What you will do
Please return every line in the following data that includes the string "Court".

== Segment start ==

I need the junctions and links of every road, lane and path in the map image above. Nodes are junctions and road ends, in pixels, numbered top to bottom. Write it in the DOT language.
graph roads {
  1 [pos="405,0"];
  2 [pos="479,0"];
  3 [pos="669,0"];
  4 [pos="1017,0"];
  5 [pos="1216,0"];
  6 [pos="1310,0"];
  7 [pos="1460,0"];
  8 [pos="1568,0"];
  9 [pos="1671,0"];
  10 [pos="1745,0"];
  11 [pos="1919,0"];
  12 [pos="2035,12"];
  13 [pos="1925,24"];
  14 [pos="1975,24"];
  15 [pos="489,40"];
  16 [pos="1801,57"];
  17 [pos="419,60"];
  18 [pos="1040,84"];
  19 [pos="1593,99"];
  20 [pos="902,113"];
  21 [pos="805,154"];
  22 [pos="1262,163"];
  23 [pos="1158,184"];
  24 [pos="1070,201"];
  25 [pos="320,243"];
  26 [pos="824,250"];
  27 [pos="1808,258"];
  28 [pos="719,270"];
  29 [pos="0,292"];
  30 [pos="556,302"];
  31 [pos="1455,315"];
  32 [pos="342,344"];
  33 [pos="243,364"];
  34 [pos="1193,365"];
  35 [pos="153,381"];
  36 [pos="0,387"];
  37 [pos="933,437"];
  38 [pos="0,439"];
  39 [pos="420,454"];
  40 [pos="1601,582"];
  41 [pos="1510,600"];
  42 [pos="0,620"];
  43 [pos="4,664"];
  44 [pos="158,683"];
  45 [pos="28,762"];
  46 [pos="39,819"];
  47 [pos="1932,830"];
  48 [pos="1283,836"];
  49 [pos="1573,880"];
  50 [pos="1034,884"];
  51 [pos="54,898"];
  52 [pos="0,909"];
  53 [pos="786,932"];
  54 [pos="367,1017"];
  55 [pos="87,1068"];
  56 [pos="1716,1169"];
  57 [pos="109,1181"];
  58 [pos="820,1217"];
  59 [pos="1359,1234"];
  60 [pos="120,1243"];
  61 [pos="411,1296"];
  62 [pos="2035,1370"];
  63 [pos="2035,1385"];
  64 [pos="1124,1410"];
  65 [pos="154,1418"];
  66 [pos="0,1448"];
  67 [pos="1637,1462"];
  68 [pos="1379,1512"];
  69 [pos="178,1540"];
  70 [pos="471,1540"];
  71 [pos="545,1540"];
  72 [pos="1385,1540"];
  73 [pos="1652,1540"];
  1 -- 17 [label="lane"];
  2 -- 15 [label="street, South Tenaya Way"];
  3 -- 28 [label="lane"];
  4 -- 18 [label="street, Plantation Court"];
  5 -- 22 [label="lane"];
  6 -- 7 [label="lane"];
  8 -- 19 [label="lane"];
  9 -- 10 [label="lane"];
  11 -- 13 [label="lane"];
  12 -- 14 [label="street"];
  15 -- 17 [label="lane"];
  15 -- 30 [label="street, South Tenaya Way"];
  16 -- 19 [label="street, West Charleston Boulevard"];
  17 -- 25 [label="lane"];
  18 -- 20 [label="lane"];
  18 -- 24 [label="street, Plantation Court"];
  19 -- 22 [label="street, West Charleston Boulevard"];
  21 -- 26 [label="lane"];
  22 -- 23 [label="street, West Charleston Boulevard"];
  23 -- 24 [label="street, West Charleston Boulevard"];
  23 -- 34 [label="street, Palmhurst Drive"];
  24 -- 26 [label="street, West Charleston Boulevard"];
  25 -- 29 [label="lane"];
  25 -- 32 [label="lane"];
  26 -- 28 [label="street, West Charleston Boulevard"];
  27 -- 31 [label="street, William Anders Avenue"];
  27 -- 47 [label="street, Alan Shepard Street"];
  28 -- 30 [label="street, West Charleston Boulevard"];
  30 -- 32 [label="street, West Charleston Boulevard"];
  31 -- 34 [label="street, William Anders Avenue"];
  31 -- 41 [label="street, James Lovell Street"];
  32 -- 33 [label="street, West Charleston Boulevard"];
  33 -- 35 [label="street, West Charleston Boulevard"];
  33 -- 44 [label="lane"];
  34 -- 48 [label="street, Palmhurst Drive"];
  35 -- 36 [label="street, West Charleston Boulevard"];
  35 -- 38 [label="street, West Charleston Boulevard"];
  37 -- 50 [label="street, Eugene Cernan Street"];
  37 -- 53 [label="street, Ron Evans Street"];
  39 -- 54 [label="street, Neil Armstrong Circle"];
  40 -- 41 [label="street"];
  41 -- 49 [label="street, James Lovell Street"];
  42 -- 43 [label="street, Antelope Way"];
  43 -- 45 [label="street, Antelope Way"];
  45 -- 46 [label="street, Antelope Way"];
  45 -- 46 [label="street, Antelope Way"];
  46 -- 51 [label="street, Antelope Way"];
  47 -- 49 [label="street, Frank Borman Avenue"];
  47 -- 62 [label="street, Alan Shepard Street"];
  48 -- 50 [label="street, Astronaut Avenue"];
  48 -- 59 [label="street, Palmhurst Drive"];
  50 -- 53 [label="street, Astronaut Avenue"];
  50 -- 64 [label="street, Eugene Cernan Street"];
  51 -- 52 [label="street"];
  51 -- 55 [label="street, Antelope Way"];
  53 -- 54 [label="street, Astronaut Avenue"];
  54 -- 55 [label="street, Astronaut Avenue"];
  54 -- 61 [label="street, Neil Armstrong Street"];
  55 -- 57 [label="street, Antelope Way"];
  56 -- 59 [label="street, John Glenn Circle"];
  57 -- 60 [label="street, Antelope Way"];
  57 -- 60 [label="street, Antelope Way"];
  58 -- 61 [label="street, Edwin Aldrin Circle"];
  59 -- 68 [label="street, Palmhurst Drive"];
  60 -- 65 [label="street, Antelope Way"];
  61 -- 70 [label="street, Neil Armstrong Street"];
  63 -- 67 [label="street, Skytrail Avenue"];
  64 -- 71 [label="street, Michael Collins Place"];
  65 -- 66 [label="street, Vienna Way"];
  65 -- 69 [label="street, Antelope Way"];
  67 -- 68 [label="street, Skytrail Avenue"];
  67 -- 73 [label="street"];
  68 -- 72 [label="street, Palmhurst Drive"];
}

== Segment end ==

Answer section
  4 -- 18 [label="street, Plantation Court"];
  18 -- 24 [label="street, Plantation Court"];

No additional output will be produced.